4.2.16

Something Missing from 'Une éducation manquée'


(L to R) Sopranos Amel Brahim-Djelloul and Sophie Junker in Une Éducation Manquée, Opera Lafayette (photo by Louis Forget)
People should perform the music of Emmanuel Chabrier more than they do. The good folks at Opera Lafayette have done their part, adding Chabrier to their list of revivals of 19th-century operas. On Tuesday evening in the Kennedy Center Terrace Theater, the company presented a staged version of Chabrier's Une éducation manquée, a charming one-act operetta composed two years after L'étoile. On the basis of what I have heard so far, put me down for any performances of Chabrier's other comic operas or his serious work Gwendoline.
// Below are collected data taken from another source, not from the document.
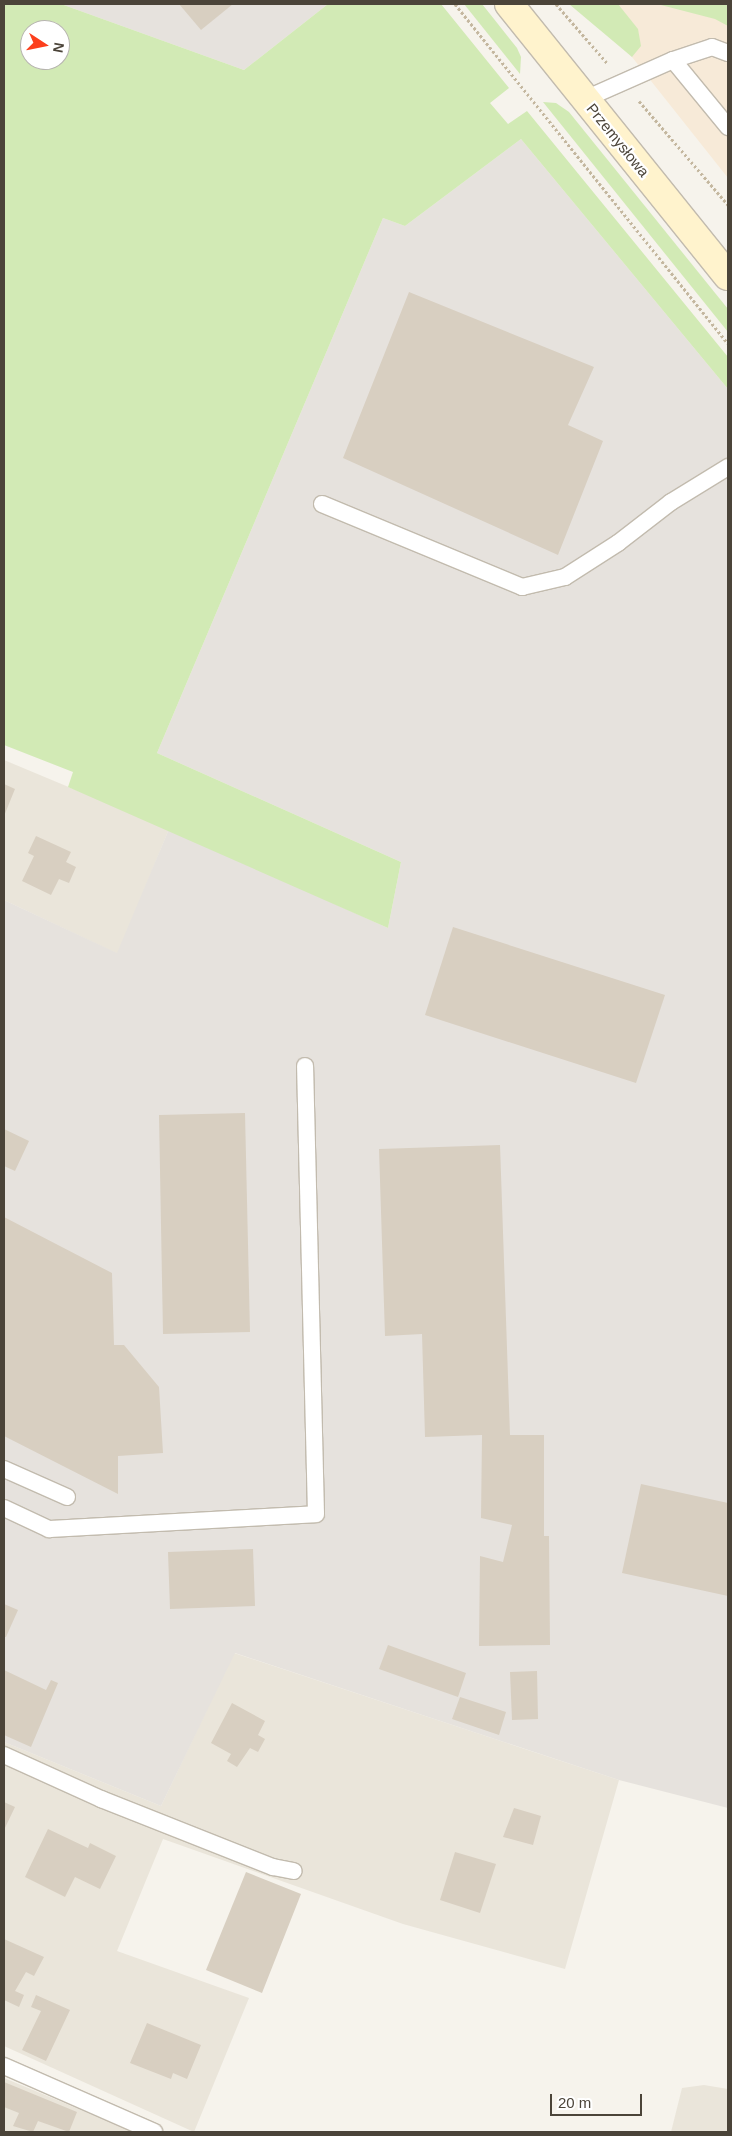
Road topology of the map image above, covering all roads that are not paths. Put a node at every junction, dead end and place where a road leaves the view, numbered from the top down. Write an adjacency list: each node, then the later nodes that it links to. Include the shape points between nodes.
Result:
1 (508, 4): 4 (street, Przemysłowa)
2 (728, 53): 3 (lane, via 712,47)
3 (674, 60): 4 (lane); 5 (lane)
4 (585, 99): 6 (street, Przemysłowa)
5 (728, 126)
6 (728, 276)
7 (728, 467): 8 (lane, via 671,502 618,544 565,577 522,587)
8 (322, 504)
9 (305, 1066): 12 (lane, via 316,1514 49,1529)
10 (4, 1469): 11 (lane)
11 (67, 1497)
12 (4, 1508)
13 (4, 1755): 14 (lane, via 101,1799 273,1867)
14 (294, 1871)
15 (4, 2066): 16 (lane)
16 (154, 2132)

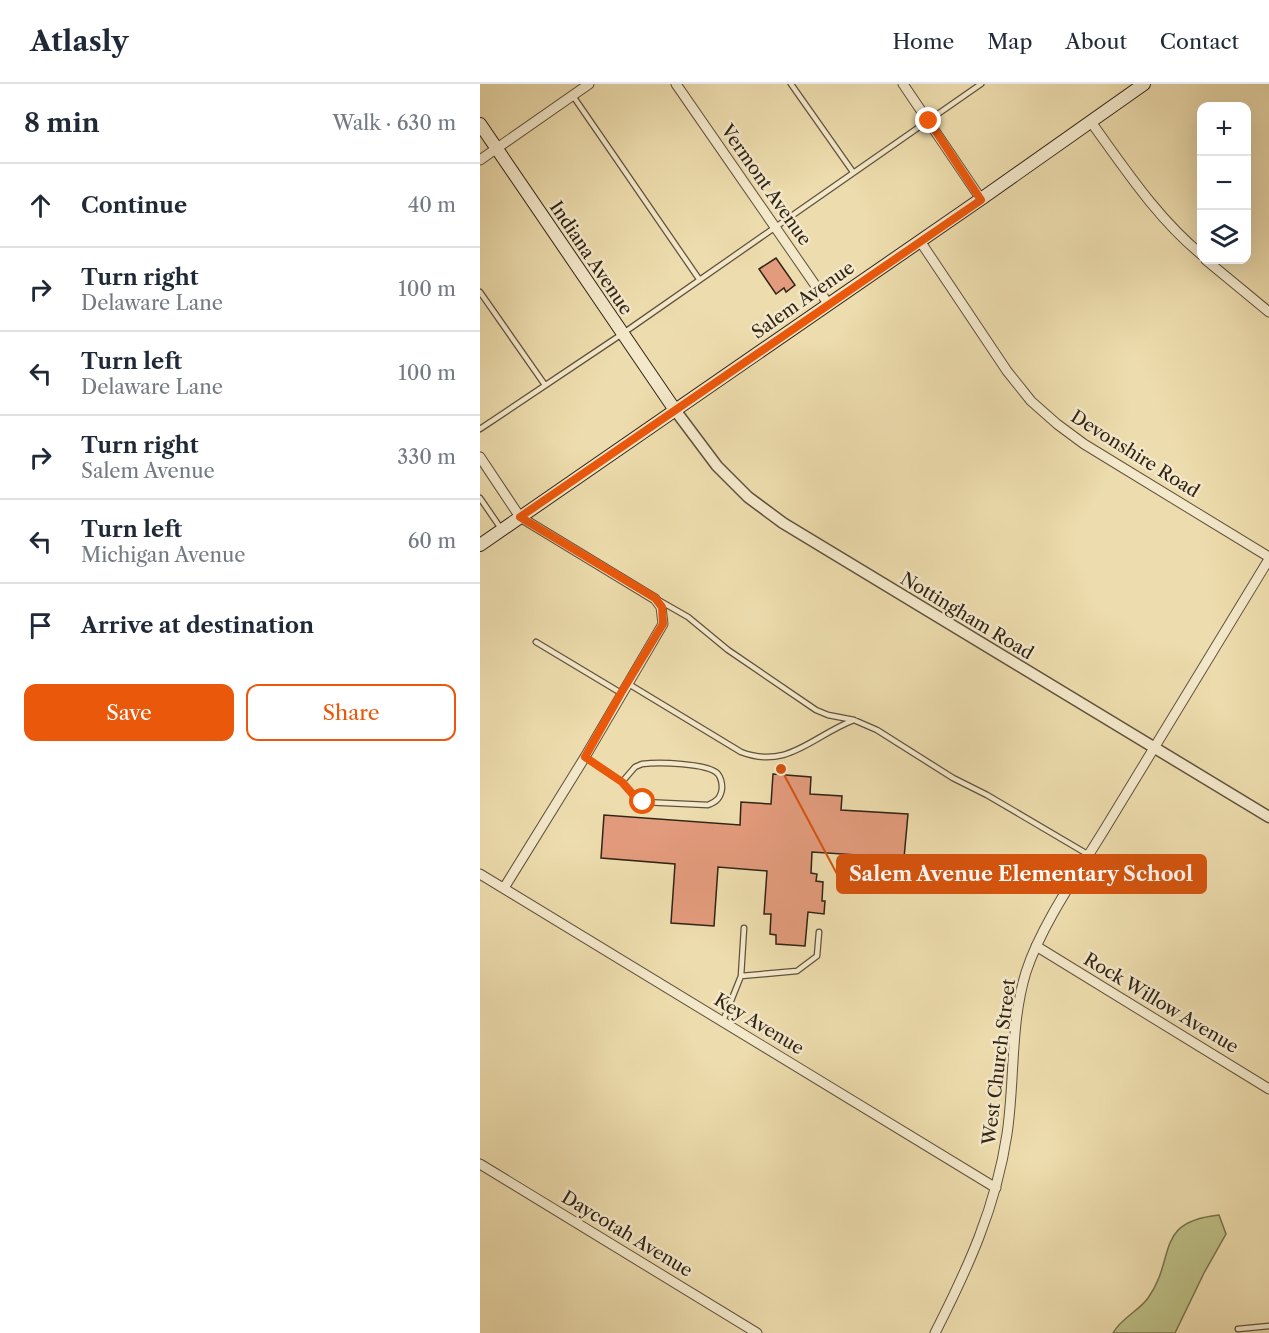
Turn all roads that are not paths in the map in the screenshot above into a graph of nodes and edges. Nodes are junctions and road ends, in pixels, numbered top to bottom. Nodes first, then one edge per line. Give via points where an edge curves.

The libretto, by Eugène Leterrier and Albert Vanloo, recounts the dilemma of a young married couple, played by two sopranos, who have reached their wedding night without really knowing about what they are supposed to do with each other when the lights are out. The husband, Gontran, calls back his drunken tutor, Master Pausanias, to berate him on account of this deficiency in his education, but the elderly abbé is not much help. Only when lightning and thunder strike, driving the wife, Hélène, into her husband's arms, does the hapless couple figure things out.

Soprano Sophie Junker was a wide-eyed Hélène, with some bell-like top notes and a beautiful overall tone, with soprano Amel Brahim-Djelloul a little more tested at the high end but showing a charming boyishness in the trouser role of Gontran. Baritone Dominique Côté had smart comic timing as Pausanias, if some tentative qualities on the high parts of the role. Opera Lafayette extended the short work to about an hour of music by introducing the opera with four of Chabrier's charming animal-themed songs (Villanelle des petits canards, Pastorale des cochons roses, Les Cigales, and the hilarious Cocodette et Cocorico, in which a hen and rooster find each other). For these scenes director Bertrand Deletré created little vignettes showing the charmed youth of the two leads, played by an adorable group of child supernumeraries.


Other Reviews:

Anne Midgette, An evanescent French rarity by Chabrier returns to the stage (Washington Post, February 4)
Chabrier debuted the opera, in a semi-private performance, in his own piano reduction, but that does not seem like a sufficient reason to forego the composer's orchestral version of the score. Pianist Jeffrey Watson did the piano version justice, with probably unnecessary direction from conductor Ryan Brown, creating an intimate ambiance as heard from the close rows. Perhaps a future project could focus instead on Darius Milhaud's expanded version of this opera, created for Sergei Diaghilev in 1924, with Milhaud's recitatives and new number (Couplets de Mariette) for Hélène.

This performance repeats Friday and Saturday, at the French Institute Alliance Française in New York.